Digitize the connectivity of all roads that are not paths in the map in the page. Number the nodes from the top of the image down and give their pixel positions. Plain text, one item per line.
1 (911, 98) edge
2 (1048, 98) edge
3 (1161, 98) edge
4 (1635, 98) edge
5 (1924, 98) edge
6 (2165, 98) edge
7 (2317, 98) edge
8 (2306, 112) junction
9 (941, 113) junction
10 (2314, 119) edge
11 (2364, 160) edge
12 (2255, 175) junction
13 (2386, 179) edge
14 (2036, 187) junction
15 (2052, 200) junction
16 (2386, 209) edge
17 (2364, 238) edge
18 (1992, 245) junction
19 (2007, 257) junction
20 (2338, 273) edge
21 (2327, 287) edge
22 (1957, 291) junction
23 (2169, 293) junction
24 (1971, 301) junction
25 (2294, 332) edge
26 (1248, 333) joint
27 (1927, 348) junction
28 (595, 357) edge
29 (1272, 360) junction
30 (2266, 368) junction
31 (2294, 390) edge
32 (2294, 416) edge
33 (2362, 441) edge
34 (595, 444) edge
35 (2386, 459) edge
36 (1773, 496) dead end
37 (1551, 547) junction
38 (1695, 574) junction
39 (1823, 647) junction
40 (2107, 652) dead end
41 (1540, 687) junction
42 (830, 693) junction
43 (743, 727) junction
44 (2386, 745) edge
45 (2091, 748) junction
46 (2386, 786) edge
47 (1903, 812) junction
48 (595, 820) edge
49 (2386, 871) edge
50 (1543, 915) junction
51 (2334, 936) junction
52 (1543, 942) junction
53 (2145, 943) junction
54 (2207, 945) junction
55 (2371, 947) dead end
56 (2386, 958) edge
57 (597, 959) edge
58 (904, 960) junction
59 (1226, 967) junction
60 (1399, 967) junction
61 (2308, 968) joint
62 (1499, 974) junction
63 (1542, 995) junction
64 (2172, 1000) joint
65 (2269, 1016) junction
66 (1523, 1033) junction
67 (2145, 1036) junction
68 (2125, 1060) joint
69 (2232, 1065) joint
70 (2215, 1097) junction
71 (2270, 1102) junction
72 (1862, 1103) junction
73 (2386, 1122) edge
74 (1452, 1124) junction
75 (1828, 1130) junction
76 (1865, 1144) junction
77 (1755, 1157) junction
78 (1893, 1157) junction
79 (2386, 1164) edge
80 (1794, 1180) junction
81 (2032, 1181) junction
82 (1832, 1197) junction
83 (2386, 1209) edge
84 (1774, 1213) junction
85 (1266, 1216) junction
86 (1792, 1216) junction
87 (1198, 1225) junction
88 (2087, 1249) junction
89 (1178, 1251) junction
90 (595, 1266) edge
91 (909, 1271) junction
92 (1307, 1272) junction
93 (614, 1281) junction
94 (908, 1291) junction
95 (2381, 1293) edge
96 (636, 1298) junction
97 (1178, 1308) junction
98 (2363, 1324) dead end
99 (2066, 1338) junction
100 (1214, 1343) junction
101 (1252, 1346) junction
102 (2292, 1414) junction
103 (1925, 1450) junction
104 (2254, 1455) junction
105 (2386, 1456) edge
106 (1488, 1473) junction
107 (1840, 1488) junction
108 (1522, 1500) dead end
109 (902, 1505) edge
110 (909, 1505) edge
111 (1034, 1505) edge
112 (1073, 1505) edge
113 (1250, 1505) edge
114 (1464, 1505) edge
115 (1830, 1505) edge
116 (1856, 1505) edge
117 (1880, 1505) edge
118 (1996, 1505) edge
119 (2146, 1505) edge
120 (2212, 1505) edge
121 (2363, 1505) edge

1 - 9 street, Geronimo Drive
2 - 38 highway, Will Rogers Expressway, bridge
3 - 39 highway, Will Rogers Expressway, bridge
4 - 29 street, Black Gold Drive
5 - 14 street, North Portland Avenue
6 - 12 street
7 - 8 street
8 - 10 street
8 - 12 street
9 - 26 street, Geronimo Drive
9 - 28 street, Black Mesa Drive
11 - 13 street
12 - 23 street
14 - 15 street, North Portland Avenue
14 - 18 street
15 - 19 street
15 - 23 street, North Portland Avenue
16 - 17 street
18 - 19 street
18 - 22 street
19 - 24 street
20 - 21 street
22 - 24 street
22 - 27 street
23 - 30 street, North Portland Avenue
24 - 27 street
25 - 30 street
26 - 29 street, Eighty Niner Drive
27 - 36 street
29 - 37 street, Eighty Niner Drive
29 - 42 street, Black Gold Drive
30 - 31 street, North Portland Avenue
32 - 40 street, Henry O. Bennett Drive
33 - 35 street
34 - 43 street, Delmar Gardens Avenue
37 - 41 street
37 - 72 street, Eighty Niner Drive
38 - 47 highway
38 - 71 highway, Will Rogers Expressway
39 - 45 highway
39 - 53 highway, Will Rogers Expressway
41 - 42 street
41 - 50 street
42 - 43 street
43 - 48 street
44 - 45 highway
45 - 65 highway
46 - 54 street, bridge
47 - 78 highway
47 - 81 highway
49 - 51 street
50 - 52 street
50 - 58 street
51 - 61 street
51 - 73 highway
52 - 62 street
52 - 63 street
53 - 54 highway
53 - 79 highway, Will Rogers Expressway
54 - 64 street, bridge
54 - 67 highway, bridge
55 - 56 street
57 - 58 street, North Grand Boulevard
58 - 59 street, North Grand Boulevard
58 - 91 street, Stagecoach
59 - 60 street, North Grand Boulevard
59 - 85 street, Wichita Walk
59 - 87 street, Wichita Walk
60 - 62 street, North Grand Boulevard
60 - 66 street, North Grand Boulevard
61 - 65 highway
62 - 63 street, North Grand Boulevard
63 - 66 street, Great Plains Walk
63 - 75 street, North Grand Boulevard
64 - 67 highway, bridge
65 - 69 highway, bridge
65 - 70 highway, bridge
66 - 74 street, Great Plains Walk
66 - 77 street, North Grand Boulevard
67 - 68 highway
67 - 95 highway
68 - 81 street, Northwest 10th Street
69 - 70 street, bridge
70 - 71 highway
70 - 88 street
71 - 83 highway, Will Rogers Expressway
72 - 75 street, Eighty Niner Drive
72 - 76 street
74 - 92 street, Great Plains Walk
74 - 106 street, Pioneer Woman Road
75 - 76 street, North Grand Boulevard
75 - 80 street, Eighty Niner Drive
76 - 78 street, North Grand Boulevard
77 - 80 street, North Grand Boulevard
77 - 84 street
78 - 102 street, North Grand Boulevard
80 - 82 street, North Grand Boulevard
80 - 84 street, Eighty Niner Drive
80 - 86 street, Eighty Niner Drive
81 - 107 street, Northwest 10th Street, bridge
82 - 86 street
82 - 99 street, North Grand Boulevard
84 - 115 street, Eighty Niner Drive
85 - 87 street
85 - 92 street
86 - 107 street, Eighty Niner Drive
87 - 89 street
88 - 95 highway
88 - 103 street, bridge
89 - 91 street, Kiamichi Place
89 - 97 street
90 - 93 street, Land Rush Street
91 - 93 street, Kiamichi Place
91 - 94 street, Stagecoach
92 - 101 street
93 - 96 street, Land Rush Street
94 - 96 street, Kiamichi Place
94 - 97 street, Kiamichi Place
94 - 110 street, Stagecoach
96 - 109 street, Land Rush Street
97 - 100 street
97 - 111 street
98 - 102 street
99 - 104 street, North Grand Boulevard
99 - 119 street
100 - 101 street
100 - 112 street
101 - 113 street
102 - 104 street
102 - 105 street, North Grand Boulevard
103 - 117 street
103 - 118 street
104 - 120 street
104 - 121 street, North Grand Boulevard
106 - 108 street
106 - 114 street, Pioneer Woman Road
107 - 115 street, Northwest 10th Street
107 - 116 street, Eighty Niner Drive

## TASK OBJECTIVE
The expected answer is each line of the records above that includes the string "Wichita".

## SOLUTION
59 - 85 street, Wichita Walk
59 - 87 street, Wichita Walk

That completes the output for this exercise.